◆ **Aim of the task**:
All of the records must be repeated exactly.

[Stored data entries]
- - - -

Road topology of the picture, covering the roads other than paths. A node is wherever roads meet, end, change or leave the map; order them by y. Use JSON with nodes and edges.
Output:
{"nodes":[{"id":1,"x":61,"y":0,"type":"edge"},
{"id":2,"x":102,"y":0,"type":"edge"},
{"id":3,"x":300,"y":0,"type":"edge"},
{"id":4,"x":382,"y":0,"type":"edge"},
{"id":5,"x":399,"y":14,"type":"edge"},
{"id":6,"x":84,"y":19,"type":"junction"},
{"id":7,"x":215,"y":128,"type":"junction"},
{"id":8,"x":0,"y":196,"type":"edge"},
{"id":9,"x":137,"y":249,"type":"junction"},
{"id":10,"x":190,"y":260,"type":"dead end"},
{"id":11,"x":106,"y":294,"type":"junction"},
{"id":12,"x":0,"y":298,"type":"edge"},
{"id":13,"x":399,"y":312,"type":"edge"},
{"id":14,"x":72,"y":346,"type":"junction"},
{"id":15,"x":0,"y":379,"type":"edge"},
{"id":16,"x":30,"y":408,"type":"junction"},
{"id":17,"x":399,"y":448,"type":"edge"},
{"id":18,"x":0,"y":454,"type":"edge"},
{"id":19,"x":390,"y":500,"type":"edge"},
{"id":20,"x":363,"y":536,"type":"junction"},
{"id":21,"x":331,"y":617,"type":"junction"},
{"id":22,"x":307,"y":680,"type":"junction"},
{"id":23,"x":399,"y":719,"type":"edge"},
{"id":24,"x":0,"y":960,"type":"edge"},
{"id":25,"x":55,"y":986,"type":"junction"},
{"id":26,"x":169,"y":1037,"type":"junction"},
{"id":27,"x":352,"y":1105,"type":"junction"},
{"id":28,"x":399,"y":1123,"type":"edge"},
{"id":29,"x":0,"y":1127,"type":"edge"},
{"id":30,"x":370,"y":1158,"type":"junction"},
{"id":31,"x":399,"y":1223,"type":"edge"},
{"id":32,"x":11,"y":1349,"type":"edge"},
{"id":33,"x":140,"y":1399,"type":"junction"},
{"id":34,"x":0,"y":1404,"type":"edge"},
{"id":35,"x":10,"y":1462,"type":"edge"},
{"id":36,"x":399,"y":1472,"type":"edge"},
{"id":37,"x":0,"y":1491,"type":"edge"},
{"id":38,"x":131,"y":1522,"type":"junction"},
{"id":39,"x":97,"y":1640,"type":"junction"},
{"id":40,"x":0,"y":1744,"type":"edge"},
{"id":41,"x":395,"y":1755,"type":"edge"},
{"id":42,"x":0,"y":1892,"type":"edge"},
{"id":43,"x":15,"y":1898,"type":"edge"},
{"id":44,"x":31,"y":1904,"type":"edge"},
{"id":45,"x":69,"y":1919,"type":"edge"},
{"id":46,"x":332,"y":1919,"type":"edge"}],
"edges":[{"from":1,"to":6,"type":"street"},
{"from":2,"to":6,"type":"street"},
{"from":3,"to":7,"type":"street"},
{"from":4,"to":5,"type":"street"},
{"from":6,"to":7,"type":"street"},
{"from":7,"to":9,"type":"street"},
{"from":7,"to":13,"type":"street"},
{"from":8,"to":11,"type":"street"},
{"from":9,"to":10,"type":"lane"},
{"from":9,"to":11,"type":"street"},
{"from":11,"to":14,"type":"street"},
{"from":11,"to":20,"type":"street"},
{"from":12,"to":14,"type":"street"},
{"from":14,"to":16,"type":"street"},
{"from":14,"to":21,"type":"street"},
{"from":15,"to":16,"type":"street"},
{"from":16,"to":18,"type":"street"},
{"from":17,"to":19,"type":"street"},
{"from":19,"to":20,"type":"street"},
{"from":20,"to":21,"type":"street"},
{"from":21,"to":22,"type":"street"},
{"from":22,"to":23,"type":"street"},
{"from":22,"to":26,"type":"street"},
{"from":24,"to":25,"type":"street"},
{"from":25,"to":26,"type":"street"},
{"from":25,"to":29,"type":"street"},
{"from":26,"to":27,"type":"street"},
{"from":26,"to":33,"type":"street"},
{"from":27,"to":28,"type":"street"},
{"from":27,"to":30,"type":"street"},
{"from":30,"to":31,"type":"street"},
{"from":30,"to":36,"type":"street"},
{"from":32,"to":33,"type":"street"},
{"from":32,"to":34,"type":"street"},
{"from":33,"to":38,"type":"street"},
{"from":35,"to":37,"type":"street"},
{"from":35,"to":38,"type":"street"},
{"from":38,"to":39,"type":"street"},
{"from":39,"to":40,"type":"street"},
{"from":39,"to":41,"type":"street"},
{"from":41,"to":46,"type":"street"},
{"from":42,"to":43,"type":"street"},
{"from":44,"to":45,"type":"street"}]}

- - - -

◆ **Answer to this exercise**:
Road topology of the picture, covering the roads other than paths. A node is wherever roads meet, end, change or leave the map; order them by y. Use JSON with nodes and edges.
Output:
{"nodes":[{"id":1,"x":61,"y":0,"type":"edge"},
{"id":2,"x":102,"y":0,"type":"edge"},
{"id":3,"x":300,"y":0,"type":"edge"},
{"id":4,"x":382,"y":0,"type":"edge"},
{"id":5,"x":399,"y":14,"type":"edge"},
{"id":6,"x":84,"y":19,"type":"junction"},
{"id":7,"x":215,"y":128,"type":"junction"},
{"id":8,"x":0,"y":196,"type":"edge"},
{"id":9,"x":137,"y":249,"type":"junction"},
{"id":10,"x":190,"y":260,"type":"dead end"},
{"id":11,"x":106,"y":294,"type":"junction"},
{"id":12,"x":0,"y":298,"type":"edge"},
{"id":13,"x":399,"y":312,"type":"edge"},
{"id":14,"x":72,"y":346,"type":"junction"},
{"id":15,"x":0,"y":379,"type":"edge"},
{"id":16,"x":30,"y":408,"type":"junction"},
{"id":17,"x":399,"y":448,"type":"edge"},
{"id":18,"x":0,"y":454,"type":"edge"},
{"id":19,"x":390,"y":500,"type":"edge"},
{"id":20,"x":363,"y":536,"type":"junction"},
{"id":21,"x":331,"y":617,"type":"junction"},
{"id":22,"x":307,"y":680,"type":"junction"},
{"id":23,"x":399,"y":719,"type":"edge"},
{"id":24,"x":0,"y":960,"type":"edge"},
{"id":25,"x":55,"y":986,"type":"junction"},
{"id":26,"x":169,"y":1037,"type":"junction"},
{"id":27,"x":352,"y":1105,"type":"junction"},
{"id":28,"x":399,"y":1123,"type":"edge"},
{"id":29,"x":0,"y":1127,"type":"edge"},
{"id":30,"x":370,"y":1158,"type":"junction"},
{"id":31,"x":399,"y":1223,"type":"edge"},
{"id":32,"x":11,"y":1349,"type":"edge"},
{"id":33,"x":140,"y":1399,"type":"junction"},
{"id":34,"x":0,"y":1404,"type":"edge"},
{"id":35,"x":10,"y":1462,"type":"edge"},
{"id":36,"x":399,"y":1472,"type":"edge"},
{"id":37,"x":0,"y":1491,"type":"edge"},
{"id":38,"x":131,"y":1522,"type":"junction"},
{"id":39,"x":97,"y":1640,"type":"junction"},
{"id":40,"x":0,"y":1744,"type":"edge"},
{"id":41,"x":395,"y":1755,"type":"edge"},
{"id":42,"x":0,"y":1892,"type":"edge"},
{"id":43,"x":15,"y":1898,"type":"edge"},
{"id":44,"x":31,"y":1904,"type":"edge"},
{"id":45,"x":69,"y":1919,"type":"edge"},
{"id":46,"x":332,"y":1919,"type":"edge"}],
"edges":[{"from":1,"to":6,"type":"street"},
{"from":2,"to":6,"type":"street"},
{"from":3,"to":7,"type":"street"},
{"from":4,"to":5,"type":"street"},
{"from":6,"to":7,"type":"street"},
{"from":7,"to":9,"type":"street"},
{"from":7,"to":13,"type":"street"},
{"from":8,"to":11,"type":"street"},
{"from":9,"to":10,"type":"lane"},
{"from":9,"to":11,"type":"street"},
{"from":11,"to":14,"type":"street"},
{"from":11,"to":20,"type":"street"},
{"from":12,"to":14,"type":"street"},
{"from":14,"to":16,"type":"street"},
{"from":14,"to":21,"type":"street"},
{"from":15,"to":16,"type":"street"},
{"from":16,"to":18,"type":"street"},
{"from":17,"to":19,"type":"street"},
{"from":19,"to":20,"type":"street"},
{"from":20,"to":21,"type":"street"},
{"from":21,"to":22,"type":"street"},
{"from":22,"to":23,"type":"street"},
{"from":22,"to":26,"type":"street"},
{"from":24,"to":25,"type":"street"},
{"from":25,"to":26,"type":"street"},
{"from":25,"to":29,"type":"street"},
{"from":26,"to":27,"type":"street"},
{"from":26,"to":33,"type":"street"},
{"from":27,"to":28,"type":"street"},
{"from":27,"to":30,"type":"street"},
{"from":30,"to":31,"type":"street"},
{"from":30,"to":36,"type":"street"},
{"from":32,"to":33,"type":"street"},
{"from":32,"to":34,"type":"street"},
{"from":33,"to":38,"type":"street"},
{"from":35,"to":37,"type":"street"},
{"from":35,"to":38,"type":"street"},
{"from":38,"to":39,"type":"street"},
{"from":39,"to":40,"type":"street"},
{"from":39,"to":41,"type":"street"},
{"from":41,"to":46,"type":"street"},
{"from":42,"to":43,"type":"street"},
{"from":44,"to":45,"type":"street"}]}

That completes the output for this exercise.